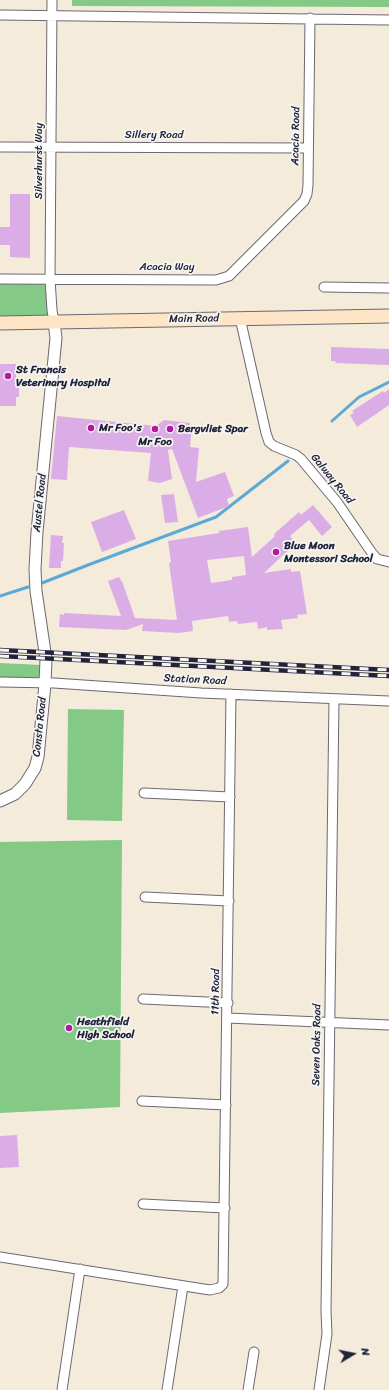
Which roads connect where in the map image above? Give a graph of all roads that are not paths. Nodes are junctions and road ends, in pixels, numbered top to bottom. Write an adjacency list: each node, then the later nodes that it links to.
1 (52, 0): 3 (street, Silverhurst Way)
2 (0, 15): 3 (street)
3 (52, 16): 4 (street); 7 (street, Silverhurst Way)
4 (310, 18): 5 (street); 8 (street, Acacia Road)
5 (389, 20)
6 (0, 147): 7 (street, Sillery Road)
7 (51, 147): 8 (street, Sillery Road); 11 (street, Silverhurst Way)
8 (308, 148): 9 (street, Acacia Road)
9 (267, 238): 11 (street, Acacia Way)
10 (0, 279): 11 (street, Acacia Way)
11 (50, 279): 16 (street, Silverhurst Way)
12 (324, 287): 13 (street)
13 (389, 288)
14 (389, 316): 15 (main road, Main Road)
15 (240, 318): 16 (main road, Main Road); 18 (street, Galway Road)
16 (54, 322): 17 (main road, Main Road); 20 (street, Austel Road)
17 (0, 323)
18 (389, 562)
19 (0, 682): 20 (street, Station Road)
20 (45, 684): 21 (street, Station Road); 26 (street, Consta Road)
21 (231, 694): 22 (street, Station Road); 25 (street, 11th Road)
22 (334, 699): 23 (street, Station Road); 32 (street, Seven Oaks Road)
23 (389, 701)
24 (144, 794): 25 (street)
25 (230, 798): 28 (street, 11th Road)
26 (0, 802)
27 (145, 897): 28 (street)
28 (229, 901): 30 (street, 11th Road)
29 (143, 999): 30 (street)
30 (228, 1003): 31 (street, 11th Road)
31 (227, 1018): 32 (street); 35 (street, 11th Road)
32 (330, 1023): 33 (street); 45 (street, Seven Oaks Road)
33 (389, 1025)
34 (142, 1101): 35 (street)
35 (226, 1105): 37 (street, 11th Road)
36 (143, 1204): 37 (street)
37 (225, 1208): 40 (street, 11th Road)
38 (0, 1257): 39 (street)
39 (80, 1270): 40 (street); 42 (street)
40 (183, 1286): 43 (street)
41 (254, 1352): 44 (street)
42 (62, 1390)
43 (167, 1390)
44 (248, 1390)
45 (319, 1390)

------------------------------

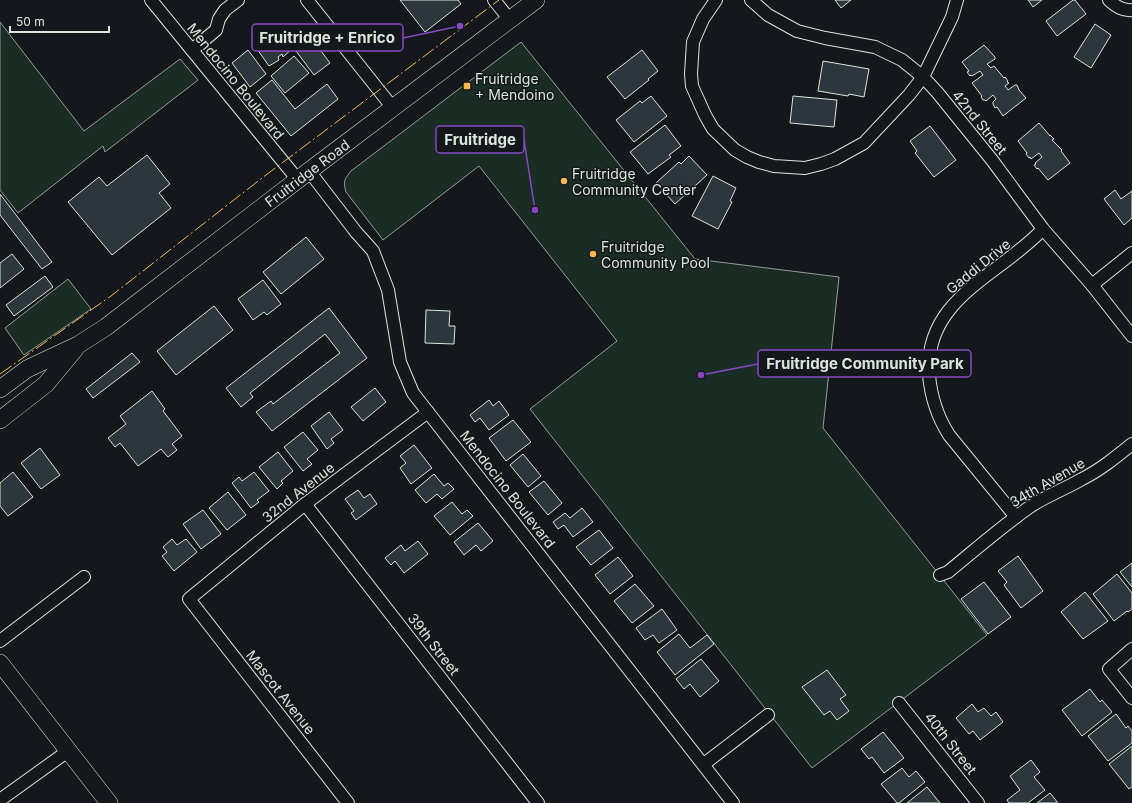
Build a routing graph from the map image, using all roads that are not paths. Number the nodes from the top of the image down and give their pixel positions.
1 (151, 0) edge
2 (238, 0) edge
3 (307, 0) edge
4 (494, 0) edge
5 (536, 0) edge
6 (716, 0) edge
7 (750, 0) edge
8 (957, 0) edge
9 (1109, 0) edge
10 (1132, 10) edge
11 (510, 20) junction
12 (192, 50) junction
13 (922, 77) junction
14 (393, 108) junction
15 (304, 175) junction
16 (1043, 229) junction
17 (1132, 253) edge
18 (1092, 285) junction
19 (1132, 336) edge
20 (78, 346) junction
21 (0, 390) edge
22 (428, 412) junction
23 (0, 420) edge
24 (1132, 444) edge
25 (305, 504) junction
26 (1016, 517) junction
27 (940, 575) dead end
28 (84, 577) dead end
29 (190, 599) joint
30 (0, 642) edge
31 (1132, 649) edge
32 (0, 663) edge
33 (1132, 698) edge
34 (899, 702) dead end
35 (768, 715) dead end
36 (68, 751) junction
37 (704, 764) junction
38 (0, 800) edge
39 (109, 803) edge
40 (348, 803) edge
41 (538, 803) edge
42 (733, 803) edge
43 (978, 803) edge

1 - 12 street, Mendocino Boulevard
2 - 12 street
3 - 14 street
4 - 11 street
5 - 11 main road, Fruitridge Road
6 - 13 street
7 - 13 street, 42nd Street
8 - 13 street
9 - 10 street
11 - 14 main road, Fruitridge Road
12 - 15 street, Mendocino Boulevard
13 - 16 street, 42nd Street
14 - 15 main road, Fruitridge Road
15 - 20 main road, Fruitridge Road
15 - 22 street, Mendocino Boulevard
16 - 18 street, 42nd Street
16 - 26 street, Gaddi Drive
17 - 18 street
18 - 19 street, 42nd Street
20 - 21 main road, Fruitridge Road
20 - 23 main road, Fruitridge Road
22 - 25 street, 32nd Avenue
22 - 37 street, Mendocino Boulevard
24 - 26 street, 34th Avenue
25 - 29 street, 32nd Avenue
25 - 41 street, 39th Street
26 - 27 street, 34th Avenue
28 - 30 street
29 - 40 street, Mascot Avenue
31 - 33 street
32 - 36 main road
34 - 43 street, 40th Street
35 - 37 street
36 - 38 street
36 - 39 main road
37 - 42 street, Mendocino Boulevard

------------------------------

Problem details »
If a line in the records holds the string "Mendocino", copy it.

Response area »
1 - 12 street, Mendocino Boulevard
12 - 15 street, Mendocino Boulevard
15 - 22 street, Mendocino Boulevard
22 - 37 street, Mendocino Boulevard
37 - 42 street, Mendocino Boulevard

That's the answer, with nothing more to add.